= Billy and Betty =

American radio children's adventure series

Billy and Betty is a 15-minute children's adventure radio series that began broadcasting on radio station WEAF on March 25, 1935. It moved to the NBC Red Network in 1935. Sponsored by Sheffield Farms Grade A Milk, it was usually heard at 6:45pm on weekday afternoons.

==Characters and story==
Dave Gudebrod and Robert Sloane directed the series. The storyline followed a brother and sister, Billy and Betty White, and their friend Melvin Castlebury as they encountered adventures. The cast included Audrey Egan and James McCallion (1918-1991), who also portrayed Skeezix on the Gasoline Alley radio program. Elliott Reid portrayed Castleberry. Kelvin Keech was the announcer.

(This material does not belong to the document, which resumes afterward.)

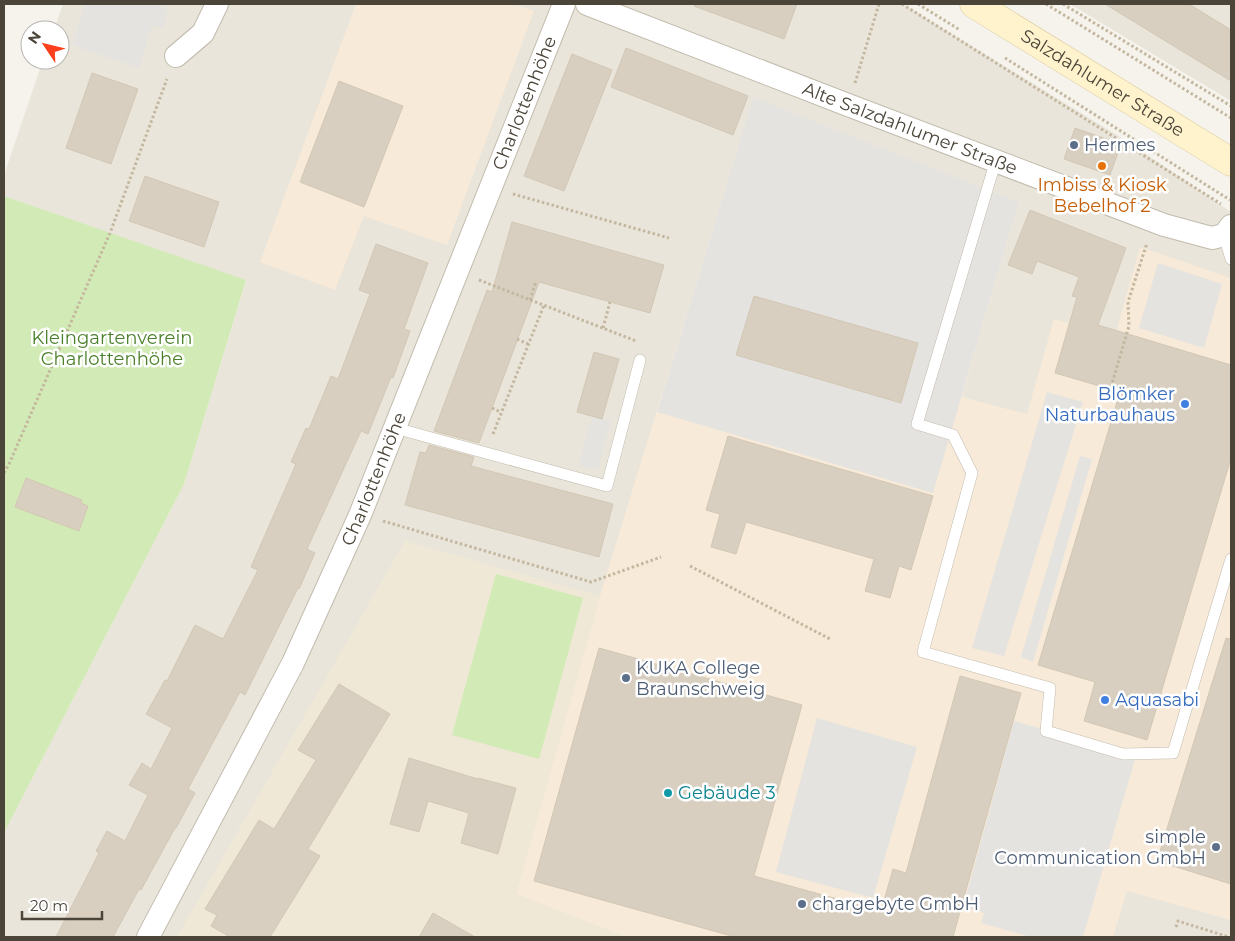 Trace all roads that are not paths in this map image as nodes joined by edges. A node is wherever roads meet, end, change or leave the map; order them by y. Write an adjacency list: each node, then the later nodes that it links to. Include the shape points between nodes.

In December 1935, the Child Study Association of America reported that radio programs for children showed "distinct evidence of efforts to improve the radio's offerings along the lines demanded by an increasingly informed public." Programs approved by the Child Study Association of America included The Singing Lady, Popeye the Sailor and Billy and Betty. Billy and Betty was one of 13 children's broadcasts included on the Women's National Radio Committee's approved list in 1936.

Sponsors included Wheaties and Kix. Writers included Leonardo Bercovici.

The Christmas Adventure of Billy and Betty was a 1941 Victor-Bluebird recording.